ABOUT THIS EXERCISE -
From the records below, transcribe only the lines running from the one with "pinky tip: (435, 132)" through the one with "middle mcp: (372, 334)". Keep both of those end lines.

(Data entries)
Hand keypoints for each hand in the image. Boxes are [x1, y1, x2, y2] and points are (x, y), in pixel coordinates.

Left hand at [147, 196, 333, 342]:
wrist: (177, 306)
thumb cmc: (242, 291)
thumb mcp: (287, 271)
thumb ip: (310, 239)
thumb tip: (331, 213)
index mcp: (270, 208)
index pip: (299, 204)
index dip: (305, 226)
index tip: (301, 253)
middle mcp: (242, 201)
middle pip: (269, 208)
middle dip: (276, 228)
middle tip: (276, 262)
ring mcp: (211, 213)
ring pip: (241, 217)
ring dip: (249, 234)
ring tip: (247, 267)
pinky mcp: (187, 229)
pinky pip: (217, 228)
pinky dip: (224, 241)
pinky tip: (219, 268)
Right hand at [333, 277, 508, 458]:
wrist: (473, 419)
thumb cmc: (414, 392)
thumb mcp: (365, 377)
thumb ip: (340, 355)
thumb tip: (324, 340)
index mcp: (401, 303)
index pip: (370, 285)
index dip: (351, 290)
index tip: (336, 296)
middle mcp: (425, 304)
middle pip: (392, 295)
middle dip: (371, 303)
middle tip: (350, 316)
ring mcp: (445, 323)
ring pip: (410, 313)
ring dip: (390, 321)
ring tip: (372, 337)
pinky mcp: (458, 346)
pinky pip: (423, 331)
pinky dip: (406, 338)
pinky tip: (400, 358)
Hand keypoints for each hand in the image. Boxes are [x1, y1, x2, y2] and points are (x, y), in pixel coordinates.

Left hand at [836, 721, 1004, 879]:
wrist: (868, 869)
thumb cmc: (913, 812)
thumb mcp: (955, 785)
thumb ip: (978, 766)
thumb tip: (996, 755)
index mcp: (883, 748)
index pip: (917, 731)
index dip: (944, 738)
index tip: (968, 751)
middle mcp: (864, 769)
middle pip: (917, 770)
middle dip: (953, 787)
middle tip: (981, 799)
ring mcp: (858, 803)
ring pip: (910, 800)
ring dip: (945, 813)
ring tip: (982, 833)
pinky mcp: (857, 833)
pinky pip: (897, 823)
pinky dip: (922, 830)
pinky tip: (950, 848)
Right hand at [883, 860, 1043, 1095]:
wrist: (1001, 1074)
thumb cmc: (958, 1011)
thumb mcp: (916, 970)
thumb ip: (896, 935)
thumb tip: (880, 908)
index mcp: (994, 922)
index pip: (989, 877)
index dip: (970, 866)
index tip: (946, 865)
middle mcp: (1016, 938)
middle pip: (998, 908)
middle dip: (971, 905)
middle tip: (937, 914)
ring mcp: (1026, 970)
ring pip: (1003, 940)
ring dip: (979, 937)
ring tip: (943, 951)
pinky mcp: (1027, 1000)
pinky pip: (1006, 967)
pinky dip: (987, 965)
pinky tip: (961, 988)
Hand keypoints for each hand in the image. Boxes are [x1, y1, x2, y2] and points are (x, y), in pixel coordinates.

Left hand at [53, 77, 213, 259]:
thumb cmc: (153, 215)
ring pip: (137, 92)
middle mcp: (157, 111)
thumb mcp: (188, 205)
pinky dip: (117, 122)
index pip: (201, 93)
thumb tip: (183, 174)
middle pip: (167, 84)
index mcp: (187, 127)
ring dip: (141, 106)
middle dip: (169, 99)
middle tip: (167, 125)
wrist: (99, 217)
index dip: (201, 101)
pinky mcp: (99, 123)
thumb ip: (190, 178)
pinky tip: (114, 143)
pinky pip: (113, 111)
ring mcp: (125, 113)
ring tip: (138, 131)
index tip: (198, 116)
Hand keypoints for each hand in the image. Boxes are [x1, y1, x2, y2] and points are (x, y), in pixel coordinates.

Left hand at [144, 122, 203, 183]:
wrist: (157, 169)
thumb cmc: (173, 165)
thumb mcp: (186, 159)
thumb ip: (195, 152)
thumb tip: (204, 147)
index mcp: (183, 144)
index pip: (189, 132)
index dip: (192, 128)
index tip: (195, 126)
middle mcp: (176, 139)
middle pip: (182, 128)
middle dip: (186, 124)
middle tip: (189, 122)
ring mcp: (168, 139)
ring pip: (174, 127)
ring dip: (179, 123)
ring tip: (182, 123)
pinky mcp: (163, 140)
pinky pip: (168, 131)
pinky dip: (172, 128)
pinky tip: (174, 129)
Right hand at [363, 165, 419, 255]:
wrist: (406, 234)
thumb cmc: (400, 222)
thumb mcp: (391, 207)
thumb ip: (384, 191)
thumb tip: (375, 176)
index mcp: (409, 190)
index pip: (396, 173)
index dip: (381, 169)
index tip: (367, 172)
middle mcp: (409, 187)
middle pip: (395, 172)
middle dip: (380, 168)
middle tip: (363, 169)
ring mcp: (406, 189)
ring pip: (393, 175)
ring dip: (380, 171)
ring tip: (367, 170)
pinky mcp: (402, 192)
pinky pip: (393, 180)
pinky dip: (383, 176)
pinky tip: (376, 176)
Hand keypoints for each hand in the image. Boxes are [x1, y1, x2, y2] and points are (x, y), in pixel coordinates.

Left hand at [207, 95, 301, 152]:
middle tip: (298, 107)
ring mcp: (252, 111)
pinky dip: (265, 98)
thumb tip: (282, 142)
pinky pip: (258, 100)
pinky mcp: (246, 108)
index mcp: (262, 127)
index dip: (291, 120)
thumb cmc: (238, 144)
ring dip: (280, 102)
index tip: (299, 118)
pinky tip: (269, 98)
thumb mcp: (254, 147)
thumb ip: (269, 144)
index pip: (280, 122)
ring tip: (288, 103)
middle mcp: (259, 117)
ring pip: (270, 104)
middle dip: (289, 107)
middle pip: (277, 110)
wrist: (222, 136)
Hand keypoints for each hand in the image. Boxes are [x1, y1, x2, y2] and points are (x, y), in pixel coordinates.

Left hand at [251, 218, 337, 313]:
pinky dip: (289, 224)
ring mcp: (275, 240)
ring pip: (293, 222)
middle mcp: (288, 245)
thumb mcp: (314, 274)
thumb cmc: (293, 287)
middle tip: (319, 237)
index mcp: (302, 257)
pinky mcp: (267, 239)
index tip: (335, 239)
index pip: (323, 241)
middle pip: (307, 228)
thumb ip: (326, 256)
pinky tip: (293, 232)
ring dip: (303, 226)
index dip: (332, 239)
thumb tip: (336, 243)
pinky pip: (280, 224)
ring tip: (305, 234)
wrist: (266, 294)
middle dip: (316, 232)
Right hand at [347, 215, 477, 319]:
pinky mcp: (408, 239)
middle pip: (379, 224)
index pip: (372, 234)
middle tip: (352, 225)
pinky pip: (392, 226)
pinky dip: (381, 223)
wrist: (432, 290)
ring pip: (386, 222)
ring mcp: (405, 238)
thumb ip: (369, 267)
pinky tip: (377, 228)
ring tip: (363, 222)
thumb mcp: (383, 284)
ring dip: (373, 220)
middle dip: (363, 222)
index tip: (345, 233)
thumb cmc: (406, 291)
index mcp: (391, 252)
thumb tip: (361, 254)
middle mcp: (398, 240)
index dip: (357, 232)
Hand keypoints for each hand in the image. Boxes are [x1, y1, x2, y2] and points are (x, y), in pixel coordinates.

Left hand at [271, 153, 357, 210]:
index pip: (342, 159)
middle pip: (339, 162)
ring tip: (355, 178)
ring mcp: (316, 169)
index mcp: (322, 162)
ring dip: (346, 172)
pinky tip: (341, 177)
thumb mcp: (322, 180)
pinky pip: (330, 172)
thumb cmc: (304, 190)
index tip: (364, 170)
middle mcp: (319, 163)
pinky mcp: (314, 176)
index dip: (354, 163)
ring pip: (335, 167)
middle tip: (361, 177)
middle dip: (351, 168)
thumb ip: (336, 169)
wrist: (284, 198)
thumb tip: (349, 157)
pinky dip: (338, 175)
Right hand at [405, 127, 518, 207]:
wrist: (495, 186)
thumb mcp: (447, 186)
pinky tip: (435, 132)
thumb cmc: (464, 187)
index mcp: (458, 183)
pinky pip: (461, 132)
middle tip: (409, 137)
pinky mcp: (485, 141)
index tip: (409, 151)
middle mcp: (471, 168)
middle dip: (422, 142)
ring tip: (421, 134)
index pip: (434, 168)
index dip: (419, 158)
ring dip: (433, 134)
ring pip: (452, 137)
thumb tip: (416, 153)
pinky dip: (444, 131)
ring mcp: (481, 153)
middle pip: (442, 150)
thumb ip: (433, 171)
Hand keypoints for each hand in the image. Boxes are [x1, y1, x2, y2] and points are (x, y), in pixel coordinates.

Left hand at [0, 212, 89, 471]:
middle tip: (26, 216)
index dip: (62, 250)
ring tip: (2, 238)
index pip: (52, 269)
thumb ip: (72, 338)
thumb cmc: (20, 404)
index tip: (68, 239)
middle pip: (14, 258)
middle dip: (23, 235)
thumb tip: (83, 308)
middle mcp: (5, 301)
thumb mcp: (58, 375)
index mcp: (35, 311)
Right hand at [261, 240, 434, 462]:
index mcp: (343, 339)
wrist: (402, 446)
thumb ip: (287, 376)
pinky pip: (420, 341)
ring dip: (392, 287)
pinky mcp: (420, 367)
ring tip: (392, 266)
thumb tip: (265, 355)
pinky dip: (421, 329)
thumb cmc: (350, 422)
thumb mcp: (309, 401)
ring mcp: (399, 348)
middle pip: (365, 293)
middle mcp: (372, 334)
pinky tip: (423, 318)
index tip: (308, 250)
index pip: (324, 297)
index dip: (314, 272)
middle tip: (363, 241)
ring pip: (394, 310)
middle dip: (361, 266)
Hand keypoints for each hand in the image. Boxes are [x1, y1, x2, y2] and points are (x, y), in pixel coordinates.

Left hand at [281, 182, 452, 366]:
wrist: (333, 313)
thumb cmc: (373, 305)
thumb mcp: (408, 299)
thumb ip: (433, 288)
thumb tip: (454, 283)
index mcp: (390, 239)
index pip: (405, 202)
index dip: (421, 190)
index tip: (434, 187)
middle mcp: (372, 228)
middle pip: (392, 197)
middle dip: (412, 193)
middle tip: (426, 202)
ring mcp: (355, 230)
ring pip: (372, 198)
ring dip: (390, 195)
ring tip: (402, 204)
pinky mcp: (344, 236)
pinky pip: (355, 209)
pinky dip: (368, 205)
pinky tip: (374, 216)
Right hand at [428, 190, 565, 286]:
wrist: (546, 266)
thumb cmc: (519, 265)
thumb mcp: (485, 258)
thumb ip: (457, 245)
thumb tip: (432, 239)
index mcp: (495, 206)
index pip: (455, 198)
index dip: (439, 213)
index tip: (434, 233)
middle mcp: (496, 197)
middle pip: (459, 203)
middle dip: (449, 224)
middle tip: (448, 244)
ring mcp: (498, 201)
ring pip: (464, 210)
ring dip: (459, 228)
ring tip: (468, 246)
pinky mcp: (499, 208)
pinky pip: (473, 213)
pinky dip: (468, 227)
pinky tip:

ANSWER BOX -
pinky tip: (435, 132)
thumb cmc: (464, 187)
index mcp: (458, 183)
pinky pip: (461, 132)
middle tip: (409, 137)
pinky mcp: (485, 141)
index tip: (409, 151)
middle mcp: (471, 168)
middle dip: (422, 142)
ring tip: (421, 134)
index pip: (434, 168)
index dip: (419, 158)
ring dip: (433, 134)
ring pip: (452, 137)
thumb tip: (416, 153)
pinky dip: (444, 131)
ring mcp: (481, 153)
middle pip: (442, 150)
thumb ip: (433, 171)
Hand keypoints for each hand in the image. Boxes are [x1, y1, x2, y2] and points are (x, y), in pixel coordinates.

Left hand at [0, 212, 89, 471]:
middle tip: (26, 216)
index dip: (62, 250)
ring tip: (2, 238)
index pip: (52, 269)
thumb ip: (72, 338)
thumb cmc: (20, 404)
index tip: (68, 239)
middle pip: (14, 258)
middle dip: (23, 235)
thumb tip: (83, 308)
middle mcp: (5, 301)
thumb mcp: (58, 375)
index mcp: (35, 311)
Right hand at [261, 240, 434, 462]:
index mcp: (343, 339)
wrist: (402, 446)
thumb ip: (287, 376)
pinky pip: (420, 341)
ring dip: (392, 287)
pinky mcp: (420, 367)
ring tip: (392, 266)
thumb tip: (265, 355)
pinky dip: (421, 329)
thumb cmc: (350, 422)
thumb mcp: (309, 401)
ring mcp: (399, 348)
middle pip: (365, 293)
middle mcp: (372, 334)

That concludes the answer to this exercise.